Pieszczota Dzieciątka Jezus
Mała dłoń spoczywa na głowie jednego z Trzech Króli, który pochylił się, by Go adorować. To jest centrum obrazu wybranego w tym roku do bożonarodzeniowego plakatu ruchu Komunia i WyzwolenieDzieciątko opiera swoją małą dłoń na głowie króla, który klęczy u Jego stóp; jest to szczegół najbardziej uderzający i poruszający nas w tym przedstawieniu Adoracji Trzech Króli, namalowanym przez anonimowego mistrza około 1330 roku w benedyktyńskim sanktuarium Sacro Speco („Świętej Groty”) w Subiaco. Znajdujemy się w Kaplicy Madonny, zespole architektonicznym połączonym na początku XIV wieku z tym niezwykłym kompleksem zbudowanym wokół groty zamieszkałej przez świętego Benedykta w latach jego przebywania w pustelni, między 497 a 500 rokiem. Ściany są w całości pokryte freskami przedstawiającymi sceny z życia Maryi autorstwa dwóch mistrzów, których style malarskie były bardzo ze sobą powiązane, a ostatnie badania potwierdziły ich pokrewieństwo ze szkołą umbryjską: Giovanni, przeor klasztoru Sacro Speco w latach poprzedzających wielką zarazę w 1348 roku, pochodził z Perugii. Na ścianie po prawej stronie ołtarza, poniżej przedstawienia Zwiastowania, znajdujemy w logicznej kolejności dwie polichromie z Narodzeniem i Pokłonem Trzech Króli. Centralne postacie na obu obrazach znajdują się pod baldachimami, wspartymi na smukłych, drewnianych filarach – jest to niemal metafora cyborium, które w tak wielu kościołach, zwłaszcza średniowiecznych, zakrywa i chroni ołtarz, a tym samym miejsce, w którym Chrystus staje się fizycznie obecny w Eucharystii.

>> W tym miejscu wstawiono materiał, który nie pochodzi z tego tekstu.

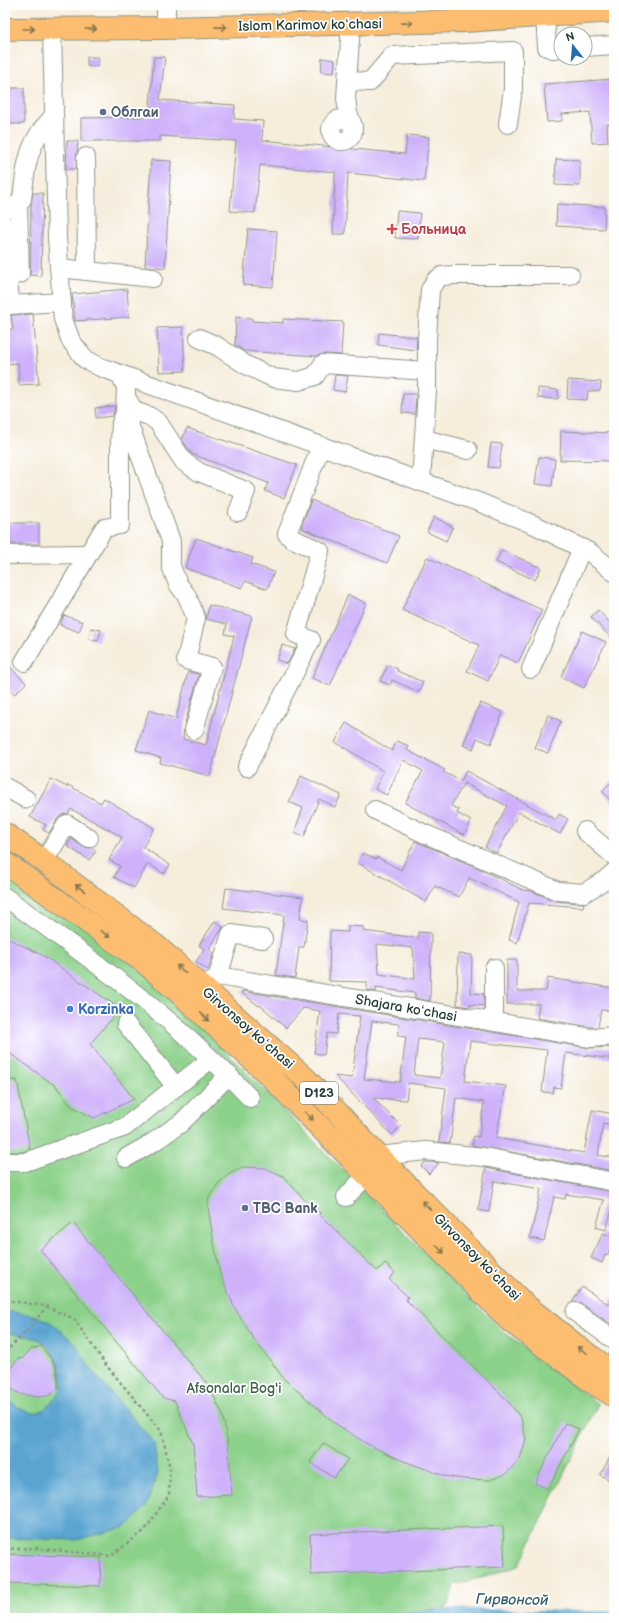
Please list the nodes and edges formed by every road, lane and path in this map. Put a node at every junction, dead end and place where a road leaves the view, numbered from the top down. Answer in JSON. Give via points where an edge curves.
{"nodes":[{"id":1,"x":166,"y":5,"type":"edge"},
{"id":2,"x":614,"y":11,"type":"edge"},
{"id":3,"x":592,"y":13,"type":"junction"},
{"id":4,"x":545,"y":16,"type":"junction"},
{"id":5,"x":614,"y":20,"type":"edge"},
{"id":6,"x":351,"y":24,"type":"junction"},
{"id":7,"x":166,"y":28,"type":"junction"},
{"id":8,"x":5,"y":29,"type":"edge"},
{"id":9,"x":52,"y":29,"type":"junction"},
{"id":10,"x":614,"y":45,"type":"edge"},
{"id":11,"x":593,"y":46,"type":"edge"},
{"id":12,"x":553,"y":49,"type":"edge"},
{"id":13,"x":347,"y":90,"type":"junction"},
{"id":14,"x":54,"y":115,"type":"junction"},
{"id":15,"x":508,"y":124,"type":"dead end"},
{"id":16,"x":86,"y":157,"type":"dead end"},
{"id":17,"x":12,"y":205,"type":"edge"},
{"id":18,"x":5,"y":226,"type":"edge"},
{"id":19,"x":59,"y":268,"type":"junction"},
{"id":20,"x":87,"y":271,"type":"junction"},
{"id":21,"x":7,"y":275,"type":"junction"},
{"id":22,"x":570,"y":275,"type":"dead end"},
{"id":23,"x":153,"y":278,"type":"dead end"},
{"id":24,"x":62,"y":302,"type":"junction"},
{"id":25,"x":199,"y":338,"type":"dead end"},
{"id":26,"x":427,"y":371,"type":"junction"},
{"id":27,"x":120,"y":374,"type":"junction"},
{"id":28,"x":125,"y":405,"type":"junction"},
{"id":29,"x":424,"y":439,"type":"junction"},
{"id":30,"x":321,"y":446,"type":"junction"},
{"id":31,"x":468,"y":450,"type":"dead end"},
{"id":32,"x":421,"y":482,"type":"junction"},
{"id":33,"x":238,"y":512,"type":"dead end"},
{"id":34,"x":582,"y":548,"type":"junction"},
{"id":35,"x":88,"y":554,"type":"junction"},
{"id":36,"x":5,"y":555,"type":"edge"},
{"id":37,"x":614,"y":572,"type":"edge"},
{"id":38,"x":24,"y":662,"type":"dead end"},
{"id":39,"x":531,"y":669,"type":"dead end"},
{"id":40,"x":194,"y":730,"type":"dead end"},
{"id":41,"x":247,"y":767,"type":"dead end"},
{"id":42,"x":5,"y":787,"type":"edge"},
{"id":43,"x":26,"y":799,"type":"dead end"},
{"id":44,"x":376,"y":810,"type":"dead end"},
{"id":45,"x":585,"y":831,"type":"dead end"},
{"id":46,"x":5,"y":834,"type":"edge"},
{"id":47,"x":89,"y":838,"type":"dead end"},
{"id":48,"x":614,"y":856,"type":"edge"},
{"id":49,"x":44,"y":861,"type":"junction"},
{"id":50,"x":5,"y":863,"type":"edge"},
{"id":51,"x":614,"y":872,"type":"edge"},
{"id":52,"x":5,"y":897,"type":"edge"},
{"id":53,"x":263,"y":939,"type":"dead end"},
{"id":54,"x":494,"y":968,"type":"dead end"},
{"id":55,"x":210,"y":982,"type":"junction"},
{"id":56,"x":494,"y":1012,"type":"junction"},
{"id":57,"x":527,"y":1015,"type":"dead end"},
{"id":58,"x":472,"y":1019,"type":"junction"},
{"id":59,"x":126,"y":1024,"type":"dead end"},
{"id":60,"x":614,"y":1036,"type":"edge"},
{"id":61,"x":211,"y":1059,"type":"junction"},
{"id":62,"x":228,"y":1075,"type":"junction"},
{"id":63,"x":176,"y":1087,"type":"junction"},
{"id":64,"x":250,"y":1098,"type":"dead end"},
{"id":65,"x":378,"y":1156,"type":"junction"},
{"id":66,"x":126,"y":1158,"type":"dead end"},
{"id":67,"x":5,"y":1162,"type":"edge"},
{"id":68,"x":367,"y":1175,"type":"junction"},
{"id":69,"x":614,"y":1182,"type":"edge"},
{"id":70,"x":346,"y":1197,"type":"dead end"},
{"id":71,"x":5,"y":1300,"type":"edge"},
{"id":72,"x":46,"y":1306,"type":"junction"},
{"id":73,"x":575,"y":1312,"type":"dead end"},
{"id":74,"x":525,"y":1319,"type":"junction"},
{"id":75,"x":614,"y":1340,"type":"edge"},
{"id":76,"x":5,"y":1352,"type":"edge"},
{"id":77,"x":614,"y":1373,"type":"edge"},
{"id":78,"x":614,"y":1396,"type":"edge"},
{"id":79,"x":5,"y":1549,"type":"edge"}],
"edges":[{"from":1,"to":7,"type":"street"},
{"from":2,"to":3,"type":"main road","name":"Islom Karimov koʻchasi"},
{"from":3,"to":4,"type":"main road","name":"Islom Karimov koʻchasi"},
{"from":3,"to":5,"type":"street","via":[[601,18]]},
{"from":6,"to":4,"type":"main road","name":"Islom Karimov koʻchasi","one_way":true},
{"from":4,"to":12,"type":"street","via":[[547,47]]},
{"from":7,"to":6,"type":"main road","name":"Islom Karimov koʻchasi","one_way":true},
{"from":6,"to":13,"type":"street"},
{"from":9,"to":7,"type":"main road","name":"Islom Karimov koʻchasi","one_way":true},
{"from":8,"to":9,"type":"main road","name":"Islom Karimov koʻchasi","one_way":true},
{"from":9,"to":14,"type":"street"},
{"from":10,"to":11,"type":"street"},
{"from":13,"to":13,"type":"street","via":[[352,135],[350,139],[341,141],[333,137],[330,129],[344,106]]},
{"from":13,"to":15,"type":"street","via":[[370,82],[392,56],[512,51],[513,89]]},
{"from":14,"to":17,"type":"street","via":[[32,146],[27,160],[22,199]]},
{"from":14,"to":19,"type":"street"},
{"from":16,"to":20,"type":"street"},
{"from":17,"to":21,"type":"street","via":[[20,274]]},
{"from":18,"to":21,"type":"street"},
{"from":19,"to":20,"type":"street"},
{"from":19,"to":24,"type":"street"},
{"from":20,"to":23,"type":"street"},
{"from":21,"to":24,"type":"street","via":[[10,305]]},
{"from":22,"to":26,"type":"street","via":[[442,276],[435,281],[430,290]]},
{"from":24,"to":27,"type":"street","via":[[63,319],[71,341],[85,359],[100,368]]},
{"from":25,"to":26,"type":"street","via":[[273,378],[300,381],[316,376],[323,364]]},
{"from":26,"to":29,"type":"street"},
{"from":27,"to":28,"type":"street","via":[[126,387]]},
{"from":27,"to":30,"type":"street"},
{"from":28,"to":33,"type":"street","via":[[158,422],[184,462],[199,472],[246,491]]},
{"from":28,"to":35,"type":"street","via":[[120,443],[120,525],[104,528]]},
{"from":28,"to":40,"type":"street","via":[[172,541],[170,566],[196,618],[186,660],[212,667]]},
{"from":29,"to":31,"type":"street"},
{"from":29,"to":32,"type":"street"},
{"from":30,"to":32,"type":"street"},
{"from":30,"to":41,"type":"street","via":[[287,534],[320,551],[296,634],[311,640]]},
{"from":32,"to":34,"type":"street","via":[[537,526]]},
{"from":34,"to":37,"type":"street"},
{"from":34,"to":39,"type":"street"},
{"from":35,"to":36,"type":"street"},
{"from":35,"to":38,"type":"street"},
{"from":42,"to":43,"type":"street"},
{"from":44,"to":51,"type":"street","via":[[558,891],[584,893]]},
{"from":45,"to":48,"type":"street"},
{"from":46,"to":49,"type":"main road","name":"Girvonsoy koʻchasi","number":"D123"},
{"from":47,"to":49,"type":"street","via":[[67,824]]},
{"from":55,"to":49,"type":"main road","name":"Girvonsoy koʻchasi","number":"D123","one_way":true,"via":[[155,945]]},
{"from":50,"to":68,"type":"main road","name":"Girvonsoy koʻchasi","number":"D123","one_way":true,"via":[[145,963],[271,1077]]},
{"from":52,"to":61,"type":"street","via":[[165,1016]]},
{"from":53,"to":55,"type":"street","via":[[231,934]]},
{"from":54,"to":56,"type":"street"},
{"from":55,"to":58,"type":"street","name":"Shajara koʻchasi"},
{"from":55,"to":65,"type":"main road","name":"Girvonsoy koʻchasi","number":"D123"},
{"from":56,"to":57,"type":"street"},
{"from":56,"to":58,"type":"street","via":[[474,1010]]},
{"from":58,"to":60,"type":"street","name":"Shajara koʻchasi","via":[[592,1038]]},
{"from":59,"to":63,"type":"street"},
{"from":61,"to":62,"type":"street"},
{"from":61,"to":63,"type":"street"},
{"from":62,"to":64,"type":"street"},
{"from":62,"to":66,"type":"street","via":[[180,1123]]},
{"from":63,"to":67,"type":"street","via":[[125,1127],[25,1162]]},
{"from":65,"to":69,"type":"street","via":[[426,1151],[477,1156]]},
{"from":74,"to":65,"type":"main road","name":"Girvonsoy koʻchasi","number":"D123","one_way":true},
{"from":68,"to":70,"type":"street"},
{"from":68,"to":74,"type":"main road","name":"Girvonsoy koʻchasi","number":"D123","one_way":true},
{"from":71,"to":72,"type":"path"},
{"from":72,"to":76,"type":"path","via":[[28,1330]]},
{"from":72,"to":79,"type":"path","via":[[74,1319],[106,1365],[162,1430],[170,1468],[169,1495],[145,1530],[111,1556],[35,1548]]},
{"from":73,"to":75,"type":"street"},
{"from":77,"to":74,"type":"main road","name":"Girvonsoy koʻchasi","number":"D123","one_way":true},
{"from":74,"to":78,"type":"main road","name":"Girvonsoy koʻchasi","number":"D123","via":[[592,1382]]}]}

CZYTAJ TAKŻE: Boże Narodzenie 2023. Wideo plakatu
Anonimowy artysta z Subiaco miał na myśli dokładny pierwowzór: kaplicę Scrovegni Giotta, która w przedstawieniach odnoszących się do Narodzenia Pańskiego wzniosła skromną aediculę przed otworem groty. Nie minęło trzydzieści lat od ukończenia padewskiego dzieła, ale najwyraźniej nowość tego arcydzieła była tak wielka, że szybko stała się ona zaraźliwa. Z pewnością mistrz z Subiaco znał rozwiązanie Giotta zastosowane w Pokłonie Trzech Króli, ponieważ w Kaplicy Matki Bożej powielił rozwiązanie mistrza, obracając scenę o 180 stopni. Z padewskiego obrazu pochodzi pomysł, by starszy król ukląkł na kolana i ucałował stopy Dzieciątka, które trzyma Maryja. Jest ona wywyższona, ponieważ siedzi na niewidocznym dla nas tronie: w ten sposób rysuje się ukośna linia między trzema bohaterami sceny. W swojej prostocie mistrz z Subiaco podkreśla ten motyw poprzez bardziej profilowy widok. Rezultatem jest całość, w której dłonie pełnią rolę delikatnego łącznika między postaciami. Zaczynając od dołu, są dłonie króla, który podnosi stopę Dzieciątka do ust, aby ją pocałować; następnie są ręce Dzieciątka Jezus, którego prawa ręka sugeruje gest błogosławieństwa i którego lewa ręka pieści głowę króla; wreszcie ręce Matki, która trzyma Dzieciątko i jednocześnie wydaje się je pieścić.
Wielkie prototypy są takie również dlatego, że zawsze pozostawiają przestrzeń wolności tym, którzy je powielają. Tak właśnie dzieje się w przejściu tego obrazu z Padwy do Subiaco, gdzie anonimowy mistrz dodaje element gestów Dzieciątka, gdy zamiast tego Giotto przedstawił małego Jezusa całkowicie owiniętego w pieluszki, jego ciało realne i mocno obecne. W obliczu solidności tamtego modelu, Dzieciątko wydaje się być wyrzeźbione w przestrzeni fresku z gotycką gracją. Ale ponieważ Mistrz pozostawił wolne ręce, może nas poruszyć tym nieoczekiwanym, czułym i prostym gestem. Widzimy w nim pierwszą formę Jego uczucia litości, które ogarnia wszystkich ludzi - także królów - o którym mówi ksiądz Giussani we fragmencie towarzyszącym temu obrazowi.